Chapter 18 The beta Distribution

Figure 18.1: Our typical generative model for Bernoulli data. In this chapter, we will move away from using a uniform distribution and explore the beta distribution as a prior distribution for theta.

Making a model requires constructing a set of inter-related random variables. Some of these random variables are observed and others are latent. A common pattern is to:

  1. Assume observed data comes from a specified family of probability distributions. So far, that known family has been the Bernoulli distribution.
  2. Use latent variables to model uncertainty in the parameters of the distribution family in step 1. So far, this uncertainty was modeled with the uniform distribution.

Note the subtle difference in how probability distributions are used to model observed versus latent/unobserved variables. When observed random variables are modelled, it is to establish the likelihood component of Bayes theorem, i.e. \(P(Data|Model)\).
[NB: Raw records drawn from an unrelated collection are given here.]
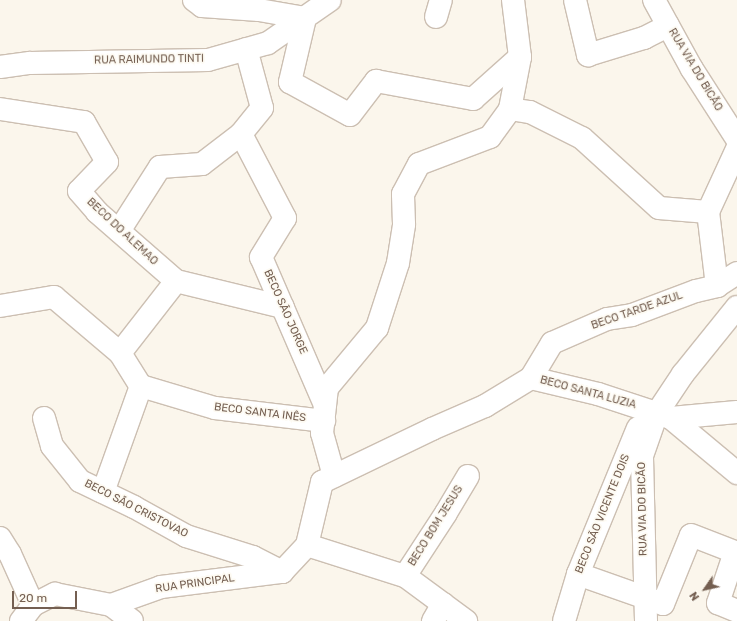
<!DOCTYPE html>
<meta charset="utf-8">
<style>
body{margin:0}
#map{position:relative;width:737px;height:621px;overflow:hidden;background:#fbf6ec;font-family:Rubik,sans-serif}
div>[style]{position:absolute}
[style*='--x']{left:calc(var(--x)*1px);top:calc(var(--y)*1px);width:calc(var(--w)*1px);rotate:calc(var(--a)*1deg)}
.roads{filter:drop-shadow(1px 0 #ccbfb2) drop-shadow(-1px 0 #ccbfb2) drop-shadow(0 1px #ccbfb2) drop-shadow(0 -1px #ccbfb2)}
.minor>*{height:22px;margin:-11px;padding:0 11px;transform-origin:11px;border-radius:11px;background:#fff}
span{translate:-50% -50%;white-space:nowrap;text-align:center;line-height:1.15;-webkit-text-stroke:3.5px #fdfaf2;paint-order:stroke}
.street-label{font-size:11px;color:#745f51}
.north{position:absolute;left:685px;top:569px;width:40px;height:40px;-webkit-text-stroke:3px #fdfaf2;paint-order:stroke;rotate:236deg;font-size:11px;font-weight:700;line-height:16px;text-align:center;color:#745f51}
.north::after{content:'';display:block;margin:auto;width:14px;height:18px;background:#745f51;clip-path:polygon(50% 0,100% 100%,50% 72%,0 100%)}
.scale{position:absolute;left:12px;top:591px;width:65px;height:18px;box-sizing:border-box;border:2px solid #745f51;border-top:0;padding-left:5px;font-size:12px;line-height:14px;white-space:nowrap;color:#745f51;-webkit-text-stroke:3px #fdfaf2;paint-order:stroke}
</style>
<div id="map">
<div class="roads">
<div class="minor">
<i style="--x:194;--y:0;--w:10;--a:37"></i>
<i style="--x:202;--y:6;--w:57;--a:4"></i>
<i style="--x:259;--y:10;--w:47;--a:9.9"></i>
<i style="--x:575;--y:0;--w:57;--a:76.7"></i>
<i style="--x:588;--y:55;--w:59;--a:-16.9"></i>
<i style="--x:644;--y:38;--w:27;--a:-27"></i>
<i style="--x:654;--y:0;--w:79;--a:61.2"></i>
<i style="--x:692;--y:69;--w:83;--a:57.3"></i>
<i style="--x:436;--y:17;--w:18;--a:-74"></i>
<i style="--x:305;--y:18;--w:66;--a:103.2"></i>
<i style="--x:290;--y:82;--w:68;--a:28.8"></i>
<i style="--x:350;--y:115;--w:43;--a:-52.6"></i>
<i style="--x:376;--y:81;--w:99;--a:10.5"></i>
<i style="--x:473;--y:99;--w:63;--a:-41.8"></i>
<i style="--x:246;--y:49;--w:61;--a:74.8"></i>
<i style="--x:262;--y:108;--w:33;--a:129"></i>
<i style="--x:241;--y:134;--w:95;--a:62.4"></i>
<i style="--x:285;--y:218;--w:46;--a:121.6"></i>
<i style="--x:261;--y:257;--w:161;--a:66.6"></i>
<i style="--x:0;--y:67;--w:30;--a:-8"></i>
<i style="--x:30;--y:63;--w:178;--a:-1"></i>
<i style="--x:208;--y:60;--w:62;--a:-15.8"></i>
<i style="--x:268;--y:43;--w:75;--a:-34.7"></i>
<i style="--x:0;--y:109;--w:85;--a:8.8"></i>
<i style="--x:84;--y:122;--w:46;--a:60.1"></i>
<i style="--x:107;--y:162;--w:40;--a:134"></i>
<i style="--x:79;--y:191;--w:28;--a:49"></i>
<i style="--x:97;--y:212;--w:105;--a:41.1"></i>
<i style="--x:176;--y:281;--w:110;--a:13.7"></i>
<i style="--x:510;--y:109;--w:20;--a:9"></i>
<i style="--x:530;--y:112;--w:58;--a:26.6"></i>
<i style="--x:582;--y:138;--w:104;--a:42.3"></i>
<i style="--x:659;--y:208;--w:49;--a:4.7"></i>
<i style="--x:119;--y:231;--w:76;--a:-57.4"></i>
<i style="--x:160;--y:167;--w:42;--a:-4.1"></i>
<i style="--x:202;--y:164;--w:49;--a:-37.6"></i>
<i style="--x:717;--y:286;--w:75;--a:-96.9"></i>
<i style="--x:708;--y:212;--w:69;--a:-65.3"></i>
<i style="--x:0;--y:306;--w:55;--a:-9.5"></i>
<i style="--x:54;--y:297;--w:87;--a:40.3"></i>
<i style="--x:120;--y:353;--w:39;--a:58"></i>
<i style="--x:141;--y:386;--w:77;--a:16.6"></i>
<i style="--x:215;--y:408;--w:110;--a:6.8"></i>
<i style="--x:120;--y:353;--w:91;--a:-52.1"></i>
<i style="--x:531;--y:378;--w:41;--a:-59"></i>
<i style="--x:552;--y:343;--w:60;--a:-23.6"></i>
<i style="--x:607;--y:319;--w:25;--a:-9"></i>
<i style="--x:632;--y:315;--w:68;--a:-20.6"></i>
<i style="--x:696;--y:291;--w:22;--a:-13"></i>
<i style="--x:717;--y:286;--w:24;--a:-33"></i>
<i style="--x:44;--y:418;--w:29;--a:74"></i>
<i style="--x:52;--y:446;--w:45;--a:51.3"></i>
<i style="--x:80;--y:481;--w:60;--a:25.7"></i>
<i style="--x:134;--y:507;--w:60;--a:29.1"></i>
<i style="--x:186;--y:536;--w:70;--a:17.4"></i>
<i style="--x:253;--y:557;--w:33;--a:27"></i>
<i style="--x:671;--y:418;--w:66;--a:-5.2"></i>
<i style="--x:334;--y:476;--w:45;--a:-105.6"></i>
<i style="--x:322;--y:433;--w:45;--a:-83.7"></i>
<i style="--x:327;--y:388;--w:78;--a:-50.2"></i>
<i style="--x:377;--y:328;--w:68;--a:-72.1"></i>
<i style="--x:398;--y:263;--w:39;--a:-81"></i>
<i style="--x:404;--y:224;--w:30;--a:-92"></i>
<i style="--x:403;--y:194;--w:34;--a:-62"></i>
<i style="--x:419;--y:164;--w:76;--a:-20.8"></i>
<i style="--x:490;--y:137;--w:34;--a:-54"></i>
<i style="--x:510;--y:109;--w:53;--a:-79.1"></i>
<i style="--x:520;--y:57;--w:57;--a:-97"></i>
<i style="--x:103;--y:492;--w:113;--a:-70.3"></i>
<i style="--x:0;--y:538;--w:19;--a:58"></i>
<i style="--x:10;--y:554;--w:56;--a:65.7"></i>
<i style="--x:307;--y:545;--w:103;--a:17.6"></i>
<i style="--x:405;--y:576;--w:76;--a:36.4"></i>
<i style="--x:578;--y:574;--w:90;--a:19.4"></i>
<i style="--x:663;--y:604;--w:74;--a:-67.9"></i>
<i style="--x:691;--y:535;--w:47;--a:21.1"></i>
<i style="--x:735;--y:552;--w:54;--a:108.4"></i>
<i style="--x:718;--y:603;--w:21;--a:23"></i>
<i style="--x:405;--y:576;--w:75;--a:-56.9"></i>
<i style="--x:446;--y:513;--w:43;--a:-59.3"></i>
<i style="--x:111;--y:605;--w:26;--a:37"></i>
<i style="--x:21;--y:621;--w:20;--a:-53"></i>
<i style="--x:33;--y:605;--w:25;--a:-27"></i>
<i style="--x:55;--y:594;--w:57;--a:11.1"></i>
<i style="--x:111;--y:605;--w:53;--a:-19.8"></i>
<i style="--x:161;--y:587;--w:122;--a:-7.1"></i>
<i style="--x:282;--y:572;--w:37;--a:-47"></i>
<i style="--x:307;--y:545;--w:65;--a:-76.6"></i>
<i style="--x:322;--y:482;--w:122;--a:-25.7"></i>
<i style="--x:432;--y:429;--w:58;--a:-23.5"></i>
<i style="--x:485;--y:406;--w:54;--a:-31.3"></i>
<i style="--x:531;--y:378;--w:69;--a:13.4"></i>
<i style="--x:598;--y:394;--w:77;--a:18.2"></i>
<i style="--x:671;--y:418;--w:86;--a:39.8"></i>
<i style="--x:433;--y:621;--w:20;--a:-60"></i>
<i style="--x:564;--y:621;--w:49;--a:-73.4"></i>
<i style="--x:578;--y:574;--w:158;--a:-67.7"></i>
<i style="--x:646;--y:621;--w:165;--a:-91.4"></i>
<i style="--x:642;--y:456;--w:46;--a:-70.8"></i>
<i style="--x:657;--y:413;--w:47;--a:-56.3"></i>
<i style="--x:683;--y:374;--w:86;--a:-51.1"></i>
</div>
</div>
<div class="street-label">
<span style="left:149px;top:60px;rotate:-1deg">RUA RAIMUNDO TINTI</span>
<span style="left:695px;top:70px;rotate:59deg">RUA VIA DO BICÃO</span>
<span style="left:122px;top:232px;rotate:43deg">BECO DO ALEMAO</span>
<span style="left:637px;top:311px;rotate:-19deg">BECO TARDE AZUL</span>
<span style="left:285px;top:312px;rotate:66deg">BECO SÃO JORGE</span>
<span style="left:588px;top:393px;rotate:15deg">BECO SANTA LUZIA</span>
<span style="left:260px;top:413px;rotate:7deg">BECO SANTA INÊS</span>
<span style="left:136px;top:509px;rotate:27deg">BECO SÃO CRISTOVAO</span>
<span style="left:643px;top:509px;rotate:-91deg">RUA VIA DO BICÃO</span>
<span style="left:603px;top:514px;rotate:-68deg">BECO SÃO VICENTE DOIS</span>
<span style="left:436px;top:526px;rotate:-58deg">BECO BOM JESUS</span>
<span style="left:195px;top:584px;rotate:-8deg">RUA PRINCIPAL</span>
</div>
<div class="north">N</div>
<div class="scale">20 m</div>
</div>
When latent random variables are modelled, it is to establish the prior allocation of plausibility over all possible values, i.e. \(P(Model)\). Two important and contrasting implications regarding the generative model implied by a posterior distribution are: 1) it is restricted to modelling data as generated from the specified distribution, and 2) it is not restricted to modelling uncertainty in latent variables as generated from the specified distribution. This tricky difference will be explored in this chapter, but if this is your first read-through, just remember that distributions modelling prior uncertainty do NOT imply that posterior uncertainty will also be from the same distribution.
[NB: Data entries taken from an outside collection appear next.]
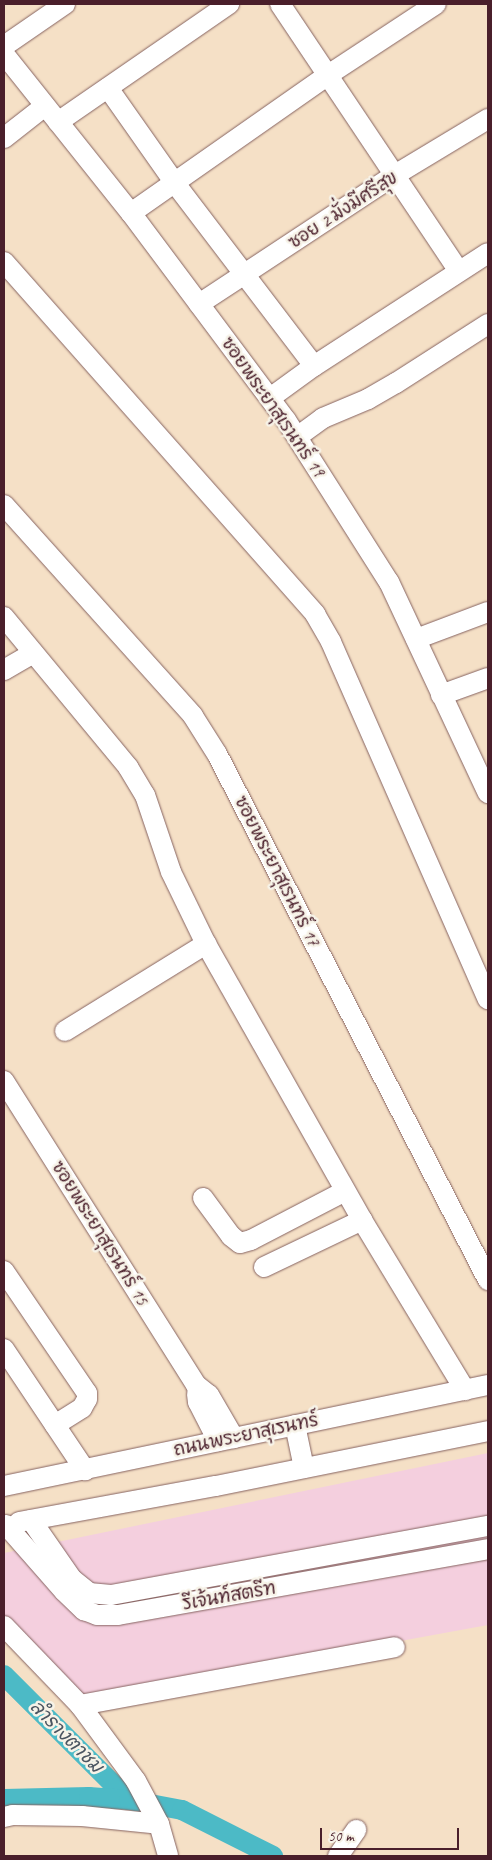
<!DOCTYPE html>
<meta charset="utf-8">
<style>
body{margin:0}
#map{position:relative;width:492px;height:1860px;overflow:hidden;background:#f5e0c6;font-family:Caveat,"Playpen Sans Thai",sans-serif}
div>[style]{position:absolute}
.built>*{inset:0;background:#f4cfde}
.canal>*{height:20px;margin:-10px;padding:0 10px;transform-origin:10px;border-radius:10px;background:#4cbac6}
.roads{filter:drop-shadow(0 0 1px #866361) drop-shadow(0 0 1px #866361)}
.minor>*{height:20px;margin:-10px;padding:0 10px;transform-origin:10px;border-radius:10px;background:#fff}
span{translate:-50% -50%;white-space:nowrap;text-align:center;line-height:1.15;-webkit-text-stroke:5px #f7f3e8;paint-order:stroke}
.street-label{font-size:18px;color:#4a1f2b}
.water-label{font-size:19px;color:#4b5561;font-style:italic}
.frame{position:absolute;inset:0;border:5px solid #4a1f2b;pointer-events:none}
.scale{position:absolute;left:320px;top:1828px;width:139px;height:22px;box-sizing:border-box;border:2px solid #4a1f2b;border-top:0;padding-left:6px;font-size:15px;line-height:18px;white-space:nowrap;color:#4a1f2b;-webkit-text-stroke:4px #f7f3e8;paint-order:stroke}
</style>
<div id="map">
<div class="built">
<i style="clip-path:polygon(488px 1453px,488px 1625px,82px 1699px,4px 1621px,4px 1553px)"></i>
</div>
<div class="canal">
<i style="left:4px;top:1675px;width:177px;rotate:45deg"></i>
<i style="left:4px;top:1799px;width:85px;rotate:-1.3deg"></i>
<i style="left:89px;top:1797px;width:40px;rotate:4.3deg"></i>
<i style="left:129px;top:1800px;width:54px;rotate:10.7deg"></i>
<i style="left:182px;top:1810px;width:102px;rotate:26.8deg"></i>
</div>
<div class="roads">
<div class="minor">
<i style="left:280px;top:4px;width:321px;rotate:56.2deg"></i>
<i style="left:4px;top:46px;width:74px;rotate:-34.5deg"></i>
<i style="left:4px;top:54px;width:203px;rotate:51.4deg"></i>
<i style="left:131px;top:213px;width:259px;rotate:53.2deg"></i>
<i style="left:286px;top:420px;width:192px;rotate:57.6deg"></i>
<i style="left:389px;top:582px;width:233px;rotate:64.9deg"></i>
<i style="left:108px;top:88px;width:115px;rotate:54.9deg"></i>
<i style="left:174px;top:182px;width:231px;rotate:52.7deg"></i>
<i style="left:58px;top:122px;width:208px;rotate:-34.6deg"></i>
<i style="left:4px;top:138px;width:52px;rotate:-38deg"></i>
<i style="left:131px;top:213px;width:241px;rotate:-35deg"></i>
<i style="left:328px;top:75px;width:129px;rotate:-33.3deg"></i>
<i style="left:4px;top:262px;width:470px;rotate:48.5deg"></i>
<i style="left:315px;top:614px;width:32px;rotate:60deg"></i>
<i style="left:331px;top:642px;width:390px;rotate:66.3deg"></i>
<i style="left:199px;top:304px;width:235px;rotate:-33.4deg"></i>
<i style="left:395px;top:175px;width:109px;rotate:-31.1deg"></i>
<i style="left:270px;top:398px;width:54px;rotate:-36deg"></i>
<i style="left:314px;top:366px;width:207px;rotate:-33deg"></i>
<i style="left:297px;top:437px;width:32px;rotate:-36deg"></i>
<i style="left:323px;top:418px;width:49px;rotate:-22.9deg"></i>
<i style="left:368px;top:399px;width:32px;rotate:-30deg"></i>
<i style="left:396px;top:383px;width:109px;rotate:-32.7deg"></i>
<i style="left:4px;top:505px;width:283px;rotate:48.1deg"></i>
<i style="left:193px;top:716px;width:45px;rotate:57.7deg"></i>
<i style="left:217px;top:754px;width:592px;rotate:62.74deg"></i>
<i style="left:4px;top:617px;width:195px;rotate:50.4deg"></i>
<i style="left:128px;top:767px;width:33px;rotate:59deg"></i>
<i style="left:145px;top:795px;width:81px;rotate:71.3deg"></i>
<i style="left:171px;top:872px;width:80px;rotate:64.1deg"></i>
<i style="left:206px;top:944px;width:317px;rotate:60.5deg"></i>
<i style="left:362px;top:1220px;width:199px;rotate:58.8deg"></i>
<i style="left:416px;top:639px;width:77px;rotate:-20.6deg"></i>
<i style="left:4px;top:670px;width:34px;rotate:-30deg"></i>
<i style="left:441px;top:695px;width:50px;rotate:-19.9deg"></i>
<i style="left:65px;top:1031px;width:166px;rotate:-31.7deg"></i>
<i style="left:4px;top:1081px;width:360px;rotate:57.7deg"></i>
<i style="left:196px;top:1385px;width:16px;rotate:38deg"></i>
<i style="left:209px;top:1395px;width:50px;rotate:59.8deg"></i>
<i style="left:203px;top:1198px;width:47px;rotate:53.6deg"></i>
<i style="left:231px;top:1236px;width:11px;rotate:38deg"></i>
<i style="left:240px;top:1243px;width:11px;rotate:-15deg"></i>
<i style="left:251px;top:1240px;width:106px;rotate:-27.5deg"></i>
<i style="left:264px;top:1267px;width:109px;rotate:-25.6deg"></i>
<i style="left:4px;top:1271px;width:148px;rotate:55.8deg"></i>
<i style="left:87px;top:1393px;width:6px;rotate:90deg"></i>
<i style="left:87px;top:1399px;width:10px;rotate:119deg"></i>
<i style="left:82px;top:1408px;width:32px;rotate:148deg"></i>
<i style="left:4px;top:1349px;width:146px;rotate:56.2deg"></i>
<i style="left:197px;top:1394px;width:8px;rotate:83deg"></i>
<i style="left:198px;top:1402px;width:44px;rotate:62.9deg"></i>
<i style="left:295px;top:1425px;width:44px;rotate:78.2deg"></i>
<i style="left:4px;top:1486px;width:494px;rotate:-11.8deg"></i>
<i style="left:31px;top:1520px;width:72px;rotate:55.2deg"></i>
<i style="left:72px;top:1579px;width:22px;rotate:39deg"></i>
<i style="left:89px;top:1593px;width:22px;rotate:5deg"></i>
<i style="left:111px;top:1595px;width:383px;rotate:-10.4deg"></i>
<i style="left:19px;top:1522px;width:200px;rotate:-10.4deg"></i>
<i style="left:216px;top:1486px;width:278px;rotate:-11.4deg"></i>
<i style="left:6px;top:1525px;width:88px;rotate:48.7deg"></i>
<i style="left:64px;top:1591px;width:28px;rotate:44deg"></i>
<i style="left:84px;top:1610px;width:14px;rotate:21deg"></i>
<i style="left:97px;top:1615px;width:21px"></i>
<i style="left:118px;top:1615px;width:376px;rotate:-10.1deg"></i>
<i style="left:4px;top:1626px;width:110px;rotate:46.1deg"></i>
<i style="left:80px;top:1705px;width:94px;rotate:53.6deg"></i>
<i style="left:136px;top:1781px;width:49px;rotate:61.9deg"></i>
<i style="left:159px;top:1824px;width:33px;rotate:74deg"></i>
<i style="left:80px;top:1705px;width:320px;rotate:-10.4deg"></i>
<i style="left:4px;top:1817px;width:9px;rotate:-13deg"></i>
<i style="left:13px;top:1815px;width:69px;rotate:0.8deg"></i>
<i style="left:82px;top:1816px;width:77px;rotate:5.9deg"></i>
<i style="left:338px;top:1856px;width:32px;rotate:-55deg"></i>
</div>
</div>
<div class="street-label">
<span style="left:343px;top:210px;rotate:-33deg">ซอย 2 มั่งมีศรีสุข</span>
<span style="left:273px;top:407px;rotate:55deg">ซอยพระยาสุเรนทร์ 19</span>
<span style="left:277px;top:871px;rotate:63deg">ซอยพระยาสุเรนทร์ 17</span>
<span style="left:100px;top:1233px;rotate:58deg">ซอยพระยาสุเรนทร์ 15</span>
<span style="left:246px;top:1435px;rotate:-12deg">ถนนพระยาสุเรนทร์</span>
<span style="left:229px;top:1596px;rotate:-10deg">รีเจ้นท์สตรีท</span>
</div>
<div class="water-label">
<span style="left:66px;top:1737px;rotate:45deg">ลำรางตาชม</span>
</div>
<div class="frame"></div>
<div class="scale">50 m</div>
</div>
Figure 18.1 is the generative DAG we have been working with to date. It contains two inter-related random variables \(X\) and \(\Theta\). For any observed realization \(x\), we assume it came from a \(\textrm{Bernoulli}(\theta)\) generating process; i.e. there is zero uncertainty that the data is generated from a \(\textrm{Bernoulli}\) distribution. Given a specified \(\theta\), the uncertainty in \(X\) is purely due to the stochastic nature of a Bernoulli random variable. The takeaway is that for observed data, our statistical model restricts the generative recipe to be from the specified family - i.e. Bernoulli.

We also model uncertainty in the unobserved random variable \(\Theta\). Modelling uncertainty in unobserved RV’s is different in that the posterior distribution of \(\theta\) is not restricted to be from the same distribution family as its prior specification. In fact, for most cases our posterior distribution for unobserved random variables cannot be summarized using a known distribution family (e.g. normal, uniform, etc.); posteriors will only be approximated with representative samples as that is the best we can do.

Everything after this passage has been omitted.